NPS Regional Director Michael Caldwell told federal investigators he knew he was violating federal travel regulations with the “fraudulent and tainted” travel vouchers he used to extend work trips into personal vacations from 2011 to 2015, saying he deserved a suspension at minimum.

The U.S. Attorney’s Office for the Eastern District of Pennsylvania subsequently declined to prosecute him, leaving any punishment up to NPS.

Caldwell, who earned $159,178 in 2015 as a career Senior Executive Service (SES) employee overseeing NPS’ Northeast region, told federal investigators that if everyone in the government worked the way he did, “we wouldn’t get anything done.”

NPS Chief of Public Affairs Tom Crosson said NPS has reassigned Caldwell to work as a special assistant to NPS’ deputy director while agency officials decide if and how to discipline him.

The report said “that during these trips he conducted personal travel at government expense, received per diem for meals and incidental expenses on days he did not work, and incurred additional expenses for hotel rooms and oversize rental vehicles so that personal guests could accompany him on trips” on at least eight occasions, the report said. “These expenses cost the government a total of $11,496.35.”

Caldwell also counted 88 hours of vacation time as working hours, bringing the total amount he took from taxpayers to $17,480.91, according to the IG. (RELATED: Interior Dept.

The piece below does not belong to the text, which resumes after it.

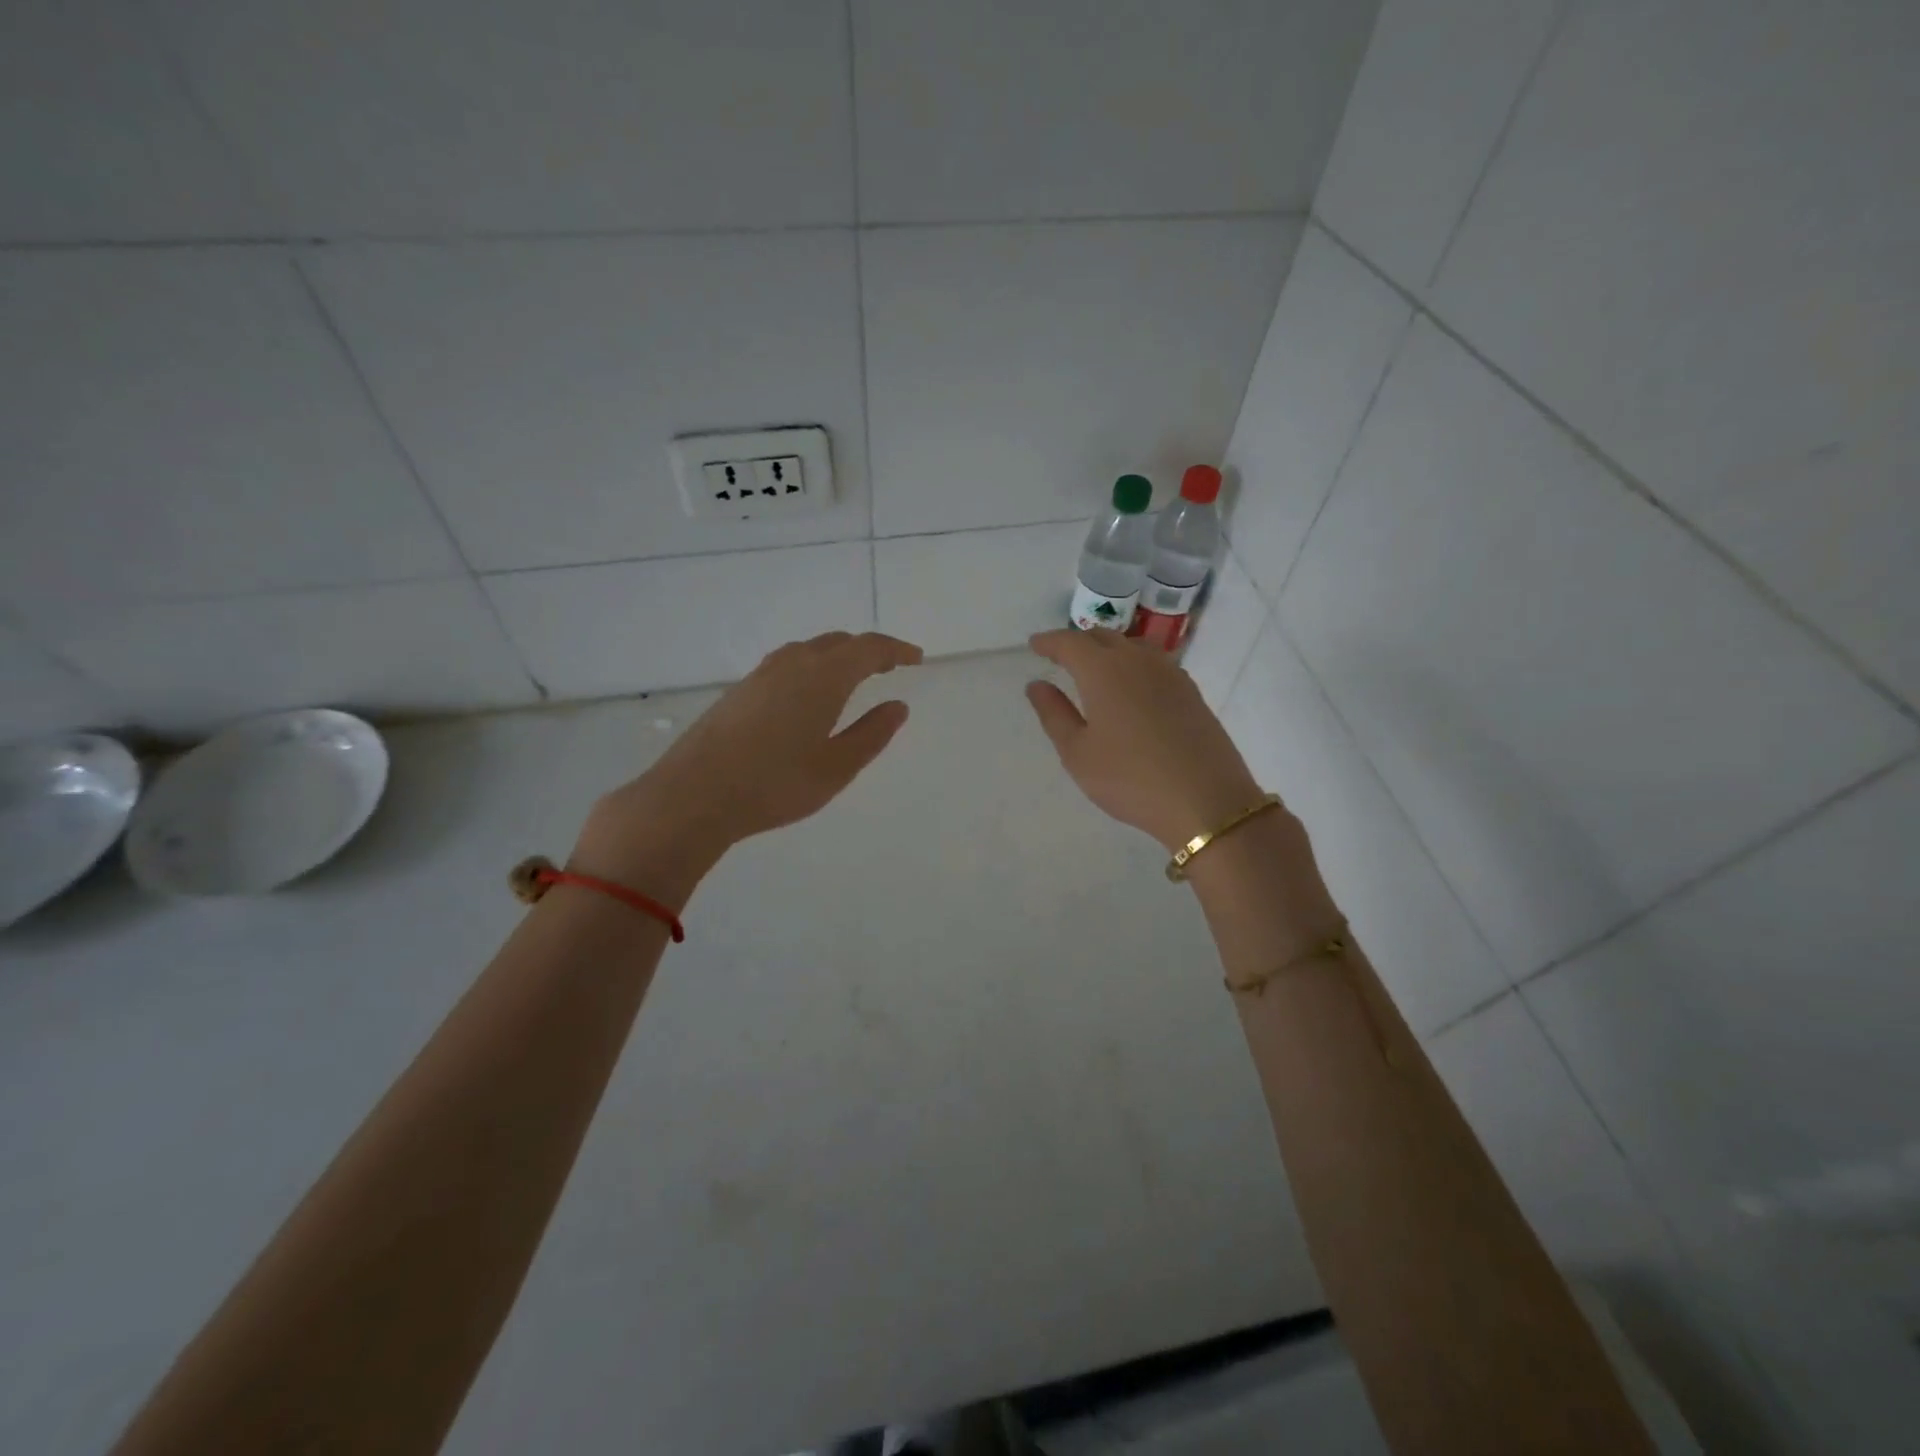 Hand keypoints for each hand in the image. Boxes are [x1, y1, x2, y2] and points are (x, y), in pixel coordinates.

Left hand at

Spent $50 Million On A Crime Database That Doesn’t Work)

The IG found Caldwell violated other federal regulations prohibiting soliciting or accepting gifts from a subordinate in August 2011 when he accepted vacation housing in Cape Cod, Massachusetts, from an employee.

The DOJ frequently declines to prosecute IG referrals — including seemingly clear-cut cases of wrongdoing — with no explanation, as The Daily Caller News Foundation has previously reported.

The IG began investigating Caldwell in May 2016 after receiving complaints alleging he took vacations using NPS funds.